RE strings (was: Variable Interpolation - status of PEP 215)
Cimarron Taylor
cimarron+google at taylors.org
Fri Jun 21 13:44:50 EDT 2002
I should have written that to me
def parseline1(line):
m = re'^EMP:([^,]*),([^,]*),([^,]*),([^,]*)$'.match(line)
if m:
...
is better than
import re
emp_re = re.compile(r'^EMP:([^,]*),([^,]*),([^,]*),([^,]*)$')
def parseline2(line):
m = emp_re.match(line)
if m:
...
or
import re
def parseline3(line):
m = re.match(r'^EMP:([^,]*),([^,]*),([^,]*),([^,]*)$', line)
if m:
...
Unless I'm mistaken about how the re module works, parseline3 will
recompile the regex each time it is called. parseline2 avoids this
but introduces an extra object. parseline1 should compile the regex
once as well and avoid exposing the regex object.

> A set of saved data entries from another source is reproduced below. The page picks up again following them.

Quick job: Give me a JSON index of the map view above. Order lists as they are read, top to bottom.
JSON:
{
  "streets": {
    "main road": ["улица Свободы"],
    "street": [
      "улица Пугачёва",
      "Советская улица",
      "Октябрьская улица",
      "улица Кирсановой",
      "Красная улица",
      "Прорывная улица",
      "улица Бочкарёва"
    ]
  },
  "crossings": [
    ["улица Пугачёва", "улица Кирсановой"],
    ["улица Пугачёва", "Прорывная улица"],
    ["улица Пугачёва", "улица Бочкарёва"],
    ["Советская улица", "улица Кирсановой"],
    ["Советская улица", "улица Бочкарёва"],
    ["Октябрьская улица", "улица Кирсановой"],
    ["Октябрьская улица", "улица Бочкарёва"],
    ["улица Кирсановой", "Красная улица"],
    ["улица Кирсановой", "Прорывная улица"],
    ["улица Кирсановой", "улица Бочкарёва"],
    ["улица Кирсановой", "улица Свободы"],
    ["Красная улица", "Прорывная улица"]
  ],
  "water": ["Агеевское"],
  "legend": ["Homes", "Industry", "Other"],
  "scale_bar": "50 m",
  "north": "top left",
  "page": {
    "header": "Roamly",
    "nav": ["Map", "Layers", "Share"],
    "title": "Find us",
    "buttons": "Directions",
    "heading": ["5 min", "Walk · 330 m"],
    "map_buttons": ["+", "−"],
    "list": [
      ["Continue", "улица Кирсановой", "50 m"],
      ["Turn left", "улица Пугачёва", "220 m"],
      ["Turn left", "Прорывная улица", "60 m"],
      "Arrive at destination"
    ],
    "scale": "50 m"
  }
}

I should also write that while I personally like the appearance of
parseline1, I think the most significant benefit of an RE string
comes from the fact that python's parser/compiler would detect errors
in the regex before parseline1 was ever executed. I'm not sure
RE strings are a good idea if the implementation could not do this.